Lauded by Time
as "American photography's best kept secret", Joseph Szabo
shares previously unseen shots of idyllic teenage life in the 1970s, drawn from the thousands he took while teaching photography for over three decades at Malvern High School, Long Island. First photographing his art students as a way to connect with them during classes, Szabo later went to their parties, homes and hang-outs, developing a mutual concern and care for his subjects. “That intimacy was just so important,” he explains. “When I first went to one of their parties I thought I was crazy, but when I got there the students were so joyous: ‘Mr Szabo’s here! Mr Szabo’s here!’” Collected by the likes of Bruce Weber
and Sofia Coppola
, Szabo's candid portraits of small town adolescence are collaged together in George P. Pozderec and David Khachatorian’s new documentary, The Joseph Szabo Project.

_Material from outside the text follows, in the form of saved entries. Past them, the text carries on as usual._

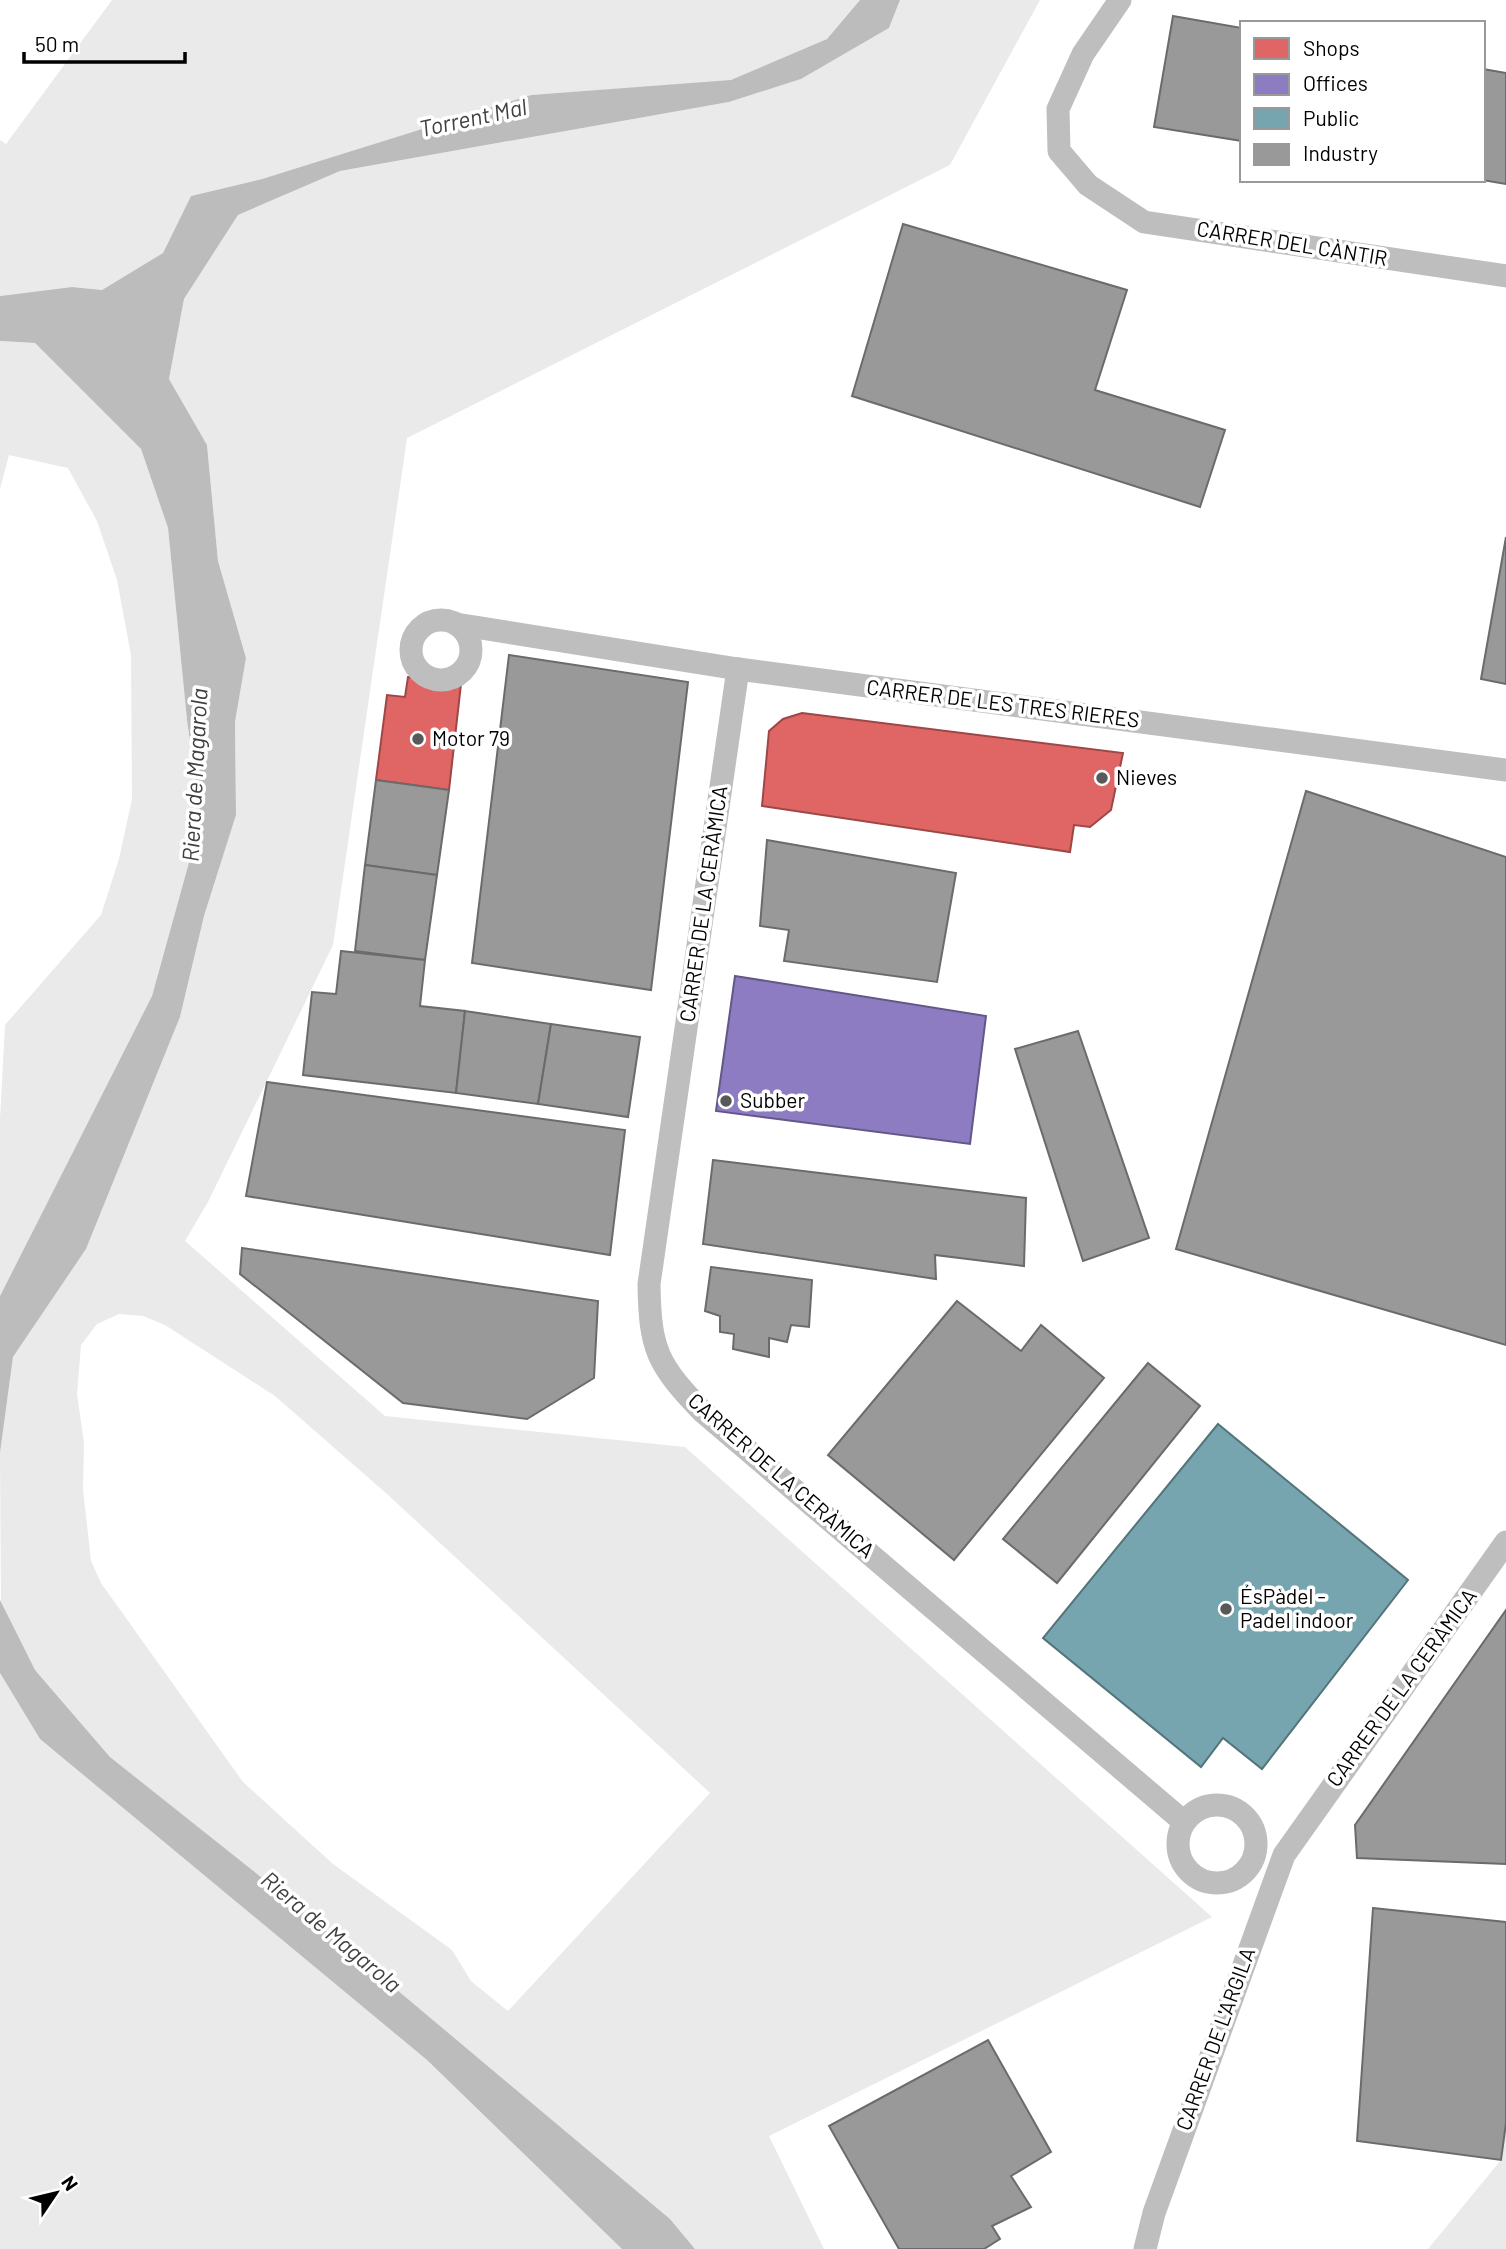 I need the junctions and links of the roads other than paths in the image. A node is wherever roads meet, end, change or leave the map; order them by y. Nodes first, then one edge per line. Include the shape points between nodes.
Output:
1 (1120, 0) edge
2 (1506, 276) edge
3 (456, 624) junction
4 (502, 632) junction
5 (471, 655) junction
6 (738, 669) junction
7 (1506, 770) edge
8 (1506, 1542) edge
9 (1184, 1822) dead end
10 (1298, 1833) joint
11 (1145, 2249) edge

1 - 2 street, CARRER DEL CÀNTIR via 1083,54 1058,108 1059,151 1088,185 1144,222
3 - 4 street, CARRER DE LES TRES RIERES
3 - 5 street via 468,637
3 - 5 street, CARRER DE LES TRES RIERES via 436,620 419,629 411,647 416,666 432,678 452,678
4 - 5 street, CARRER DE LES TRES RIERES
4 - 6 street, CARRER DE LES TRES RIERES
6 - 7 street, CARRER DE LES TRES RIERES
6 - 9 street, CARRER DE LA CERÀMICA via 649,1284 653,1346 674,1382 703,1412
8 - 10 street, CARRER DE LA CERÀMICA
10 - 11 street, CARRER DE L'ARGILA via 1274,1875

Inspired by the photographer's books Almost Grown
, the directors unveil the lives and stories of the photographer's juvenile subjects. “No matter how old or young you are, you connect with the photos,” Szabo muses. “Wherever you find high school kids, in whatever decade, they might dress a little bit different, they might look a bit different, but underneath they’re all basically the same.”
Coming of Age in America: The Photography of Joseph Szabo runs at The Heckscher Museum of Art in New York from 14 January to 25 March, 2012. For more information on The Joseph Szabo Project check out their website.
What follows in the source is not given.